両紙は政権に反対する立場から解散を批判していて、そもそも経済政策と政治の正統性がしっかり確保されているかどうか、という問題は2の次、3の次になっている。そんな「先にスタンスありき」の姿勢でいて、政局の行方がしっかり見極められるはずもない。だから間違うのだ。これは一連の朝日誤報問題と共通している。
■今回の総選挙は「国民と官僚のバトル」
自民党も賛成した重要な政策路線を変更する。そのために国民に信を問う。これが正しくないわけがない。増税断行を願う国民は政権に反対すればいいのだ。逆に先送りを願う国民は政権を支持すればいい。その結果、凍結法案の帰趨がおのずと決まる。

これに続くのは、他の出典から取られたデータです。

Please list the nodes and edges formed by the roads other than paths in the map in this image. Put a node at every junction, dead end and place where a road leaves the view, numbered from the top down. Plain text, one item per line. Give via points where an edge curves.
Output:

つまり、国民が増税するかどうかを決めるのである。私はこれこそが今回の総選挙の歴史的意義だと思う。これまで増税するかどうかを決めるのは事実上、永田町と霞が関の手に委ねられていた。だが、安倍首相は解散によって最終判断を国民に委ねる。
言い換えると、これまで「政治家と官僚のバトル」だった構図を「国民と官僚のバトル」に変えた。それによって勝算を見い出す。政権の力だけでは勝てない増税派に対して、国民の意思を背に一気呵成に勝負に出る。政治の戦場と力学構造を永田町、霞が関から国民レベルにまで一挙に拡大する。それで増税凍結法案を可決成立させる。根本的にはそういう話である。

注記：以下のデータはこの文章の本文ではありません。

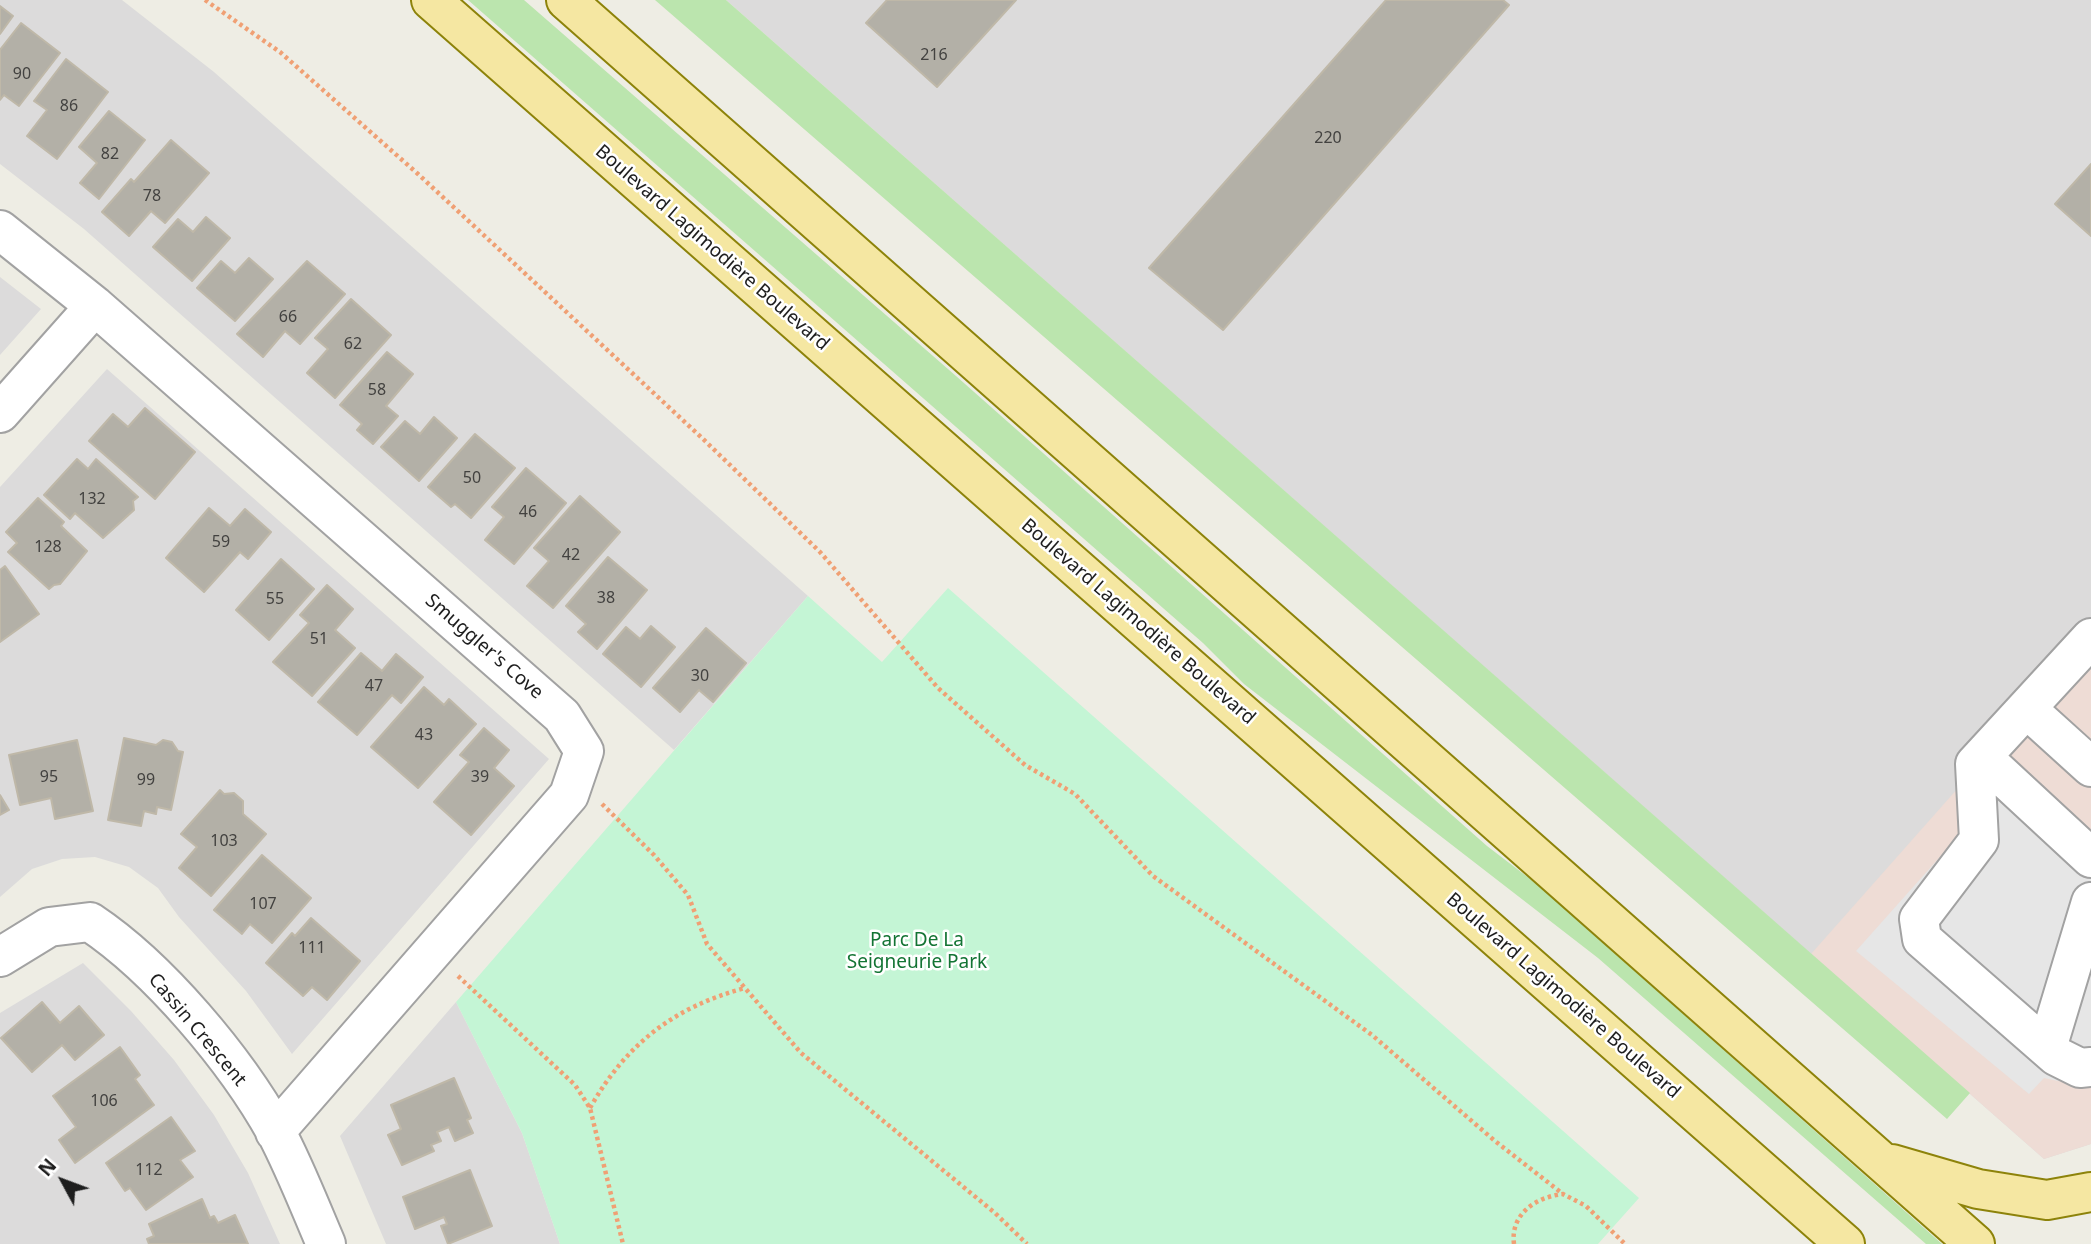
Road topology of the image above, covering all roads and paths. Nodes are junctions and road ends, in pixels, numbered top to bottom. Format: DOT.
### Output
graph roads {
  1 [pos="205,0"];
  2 [pos="430,0"];
  3 [pos="566,0"];
  4 [pos="0,230"];
  5 [pos="95,306"];
  6 [pos="0,413"];
  7 [pos="2091,638"];
  8 [pos="2027,709"];
  9 [pos="1982,757"];
  10 [pos="2091,767"];
  11 [pos="572,785"];
  12 [pos="2091,858"];
  13 [pos="2091,902"];
  14 [pos="431,952"];
  15 [pos="0,957"];
  16 [pos="745,988"];
  17 [pos="2047,1048"];
  18 [pos="2091,1068"];
  19 [pos="590,1108"];
  20 [pos="275,1132"];
  21 [pos="1880,1161"];
  22 [pos="2091,1192"];
  23 [pos="1563,1194"];
  24 [pos="326,1244"];
  25 [pos="623,1244"];
  26 [pos="1027,1244"];
  27 [pos="1514,1244"];
  28 [pos="1625,1244"];
  29 [pos="1845,1244"];
  30 [pos="1975,1244"];
  1 -- 23 [label="path"];
  2 -- 29 [label="main road, Boulevard Lagimodière Boulevard"];
  3 -- 21 [label="main road"];
  4 -- 5 [label="street, Smuggler's Cove"];
  5 -- 6 [label="street"];
  5 -- 11 [label="street, Smuggler's Cove"];
  7 -- 8 [label="street"];
  8 -- 9 [label="street"];
  8 -- 10 [label="street"];
  9 -- 12 [label="street"];
  9 -- 17 [label="street"];
  11 -- 14 [label="street, Smuggler's Cove"];
  11 -- 16 [label="path"];
  13 -- 17 [label="street"];
  14 -- 19 [label="path"];
  14 -- 20 [label="street, Smuggler's Cove"];
  15 -- 20 [label="street, Cassin Crescent"];
  16 -- 19 [label="path"];
  16 -- 26 [label="path"];
  17 -- 18 [label="street"];
  19 -- 25 [label="path"];
  20 -- 24 [label="street, Cassin Crescent"];
  21 -- 22 [label="main road"];
  21 -- 30 [label="main road"];
  23 -- 27 [label="path"];
  23 -- 28 [label="path"];
}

そこで話は次に進む。では凍結法案はどういう内容になるのか。いま永田町では「増税を2017年4月まで延期する」という話がまことしやかに流れている。財務省にとって「増税判断を先送りする」という抵抗ラインが崩されたとき、最後は17年4月の増税だけは確実にしておきたい、という狙いだろう。
だが、本当にそうなるかどうか。私は「17年4月まで」ではなく「17年4月以降に延期する」になる可能性もあると思っている。それなら事実上、無期延期だ。「景気が良くなってから増税を再検討する」というのが正しい政策である。そうであれば、景気がいつ良くなるかなんて、だれにも分からないのだから、当面は無期延期しておくのが正しい。
それどころか、景気が良くなるまで「一時的に5%に戻す」案だってある。むしろ、それが一番合理的だ。とにかく景気を良くして、増税はその後に考える。今回の増税先送り解散は、そんな正しい政策の環境を整える絶好の機会になる。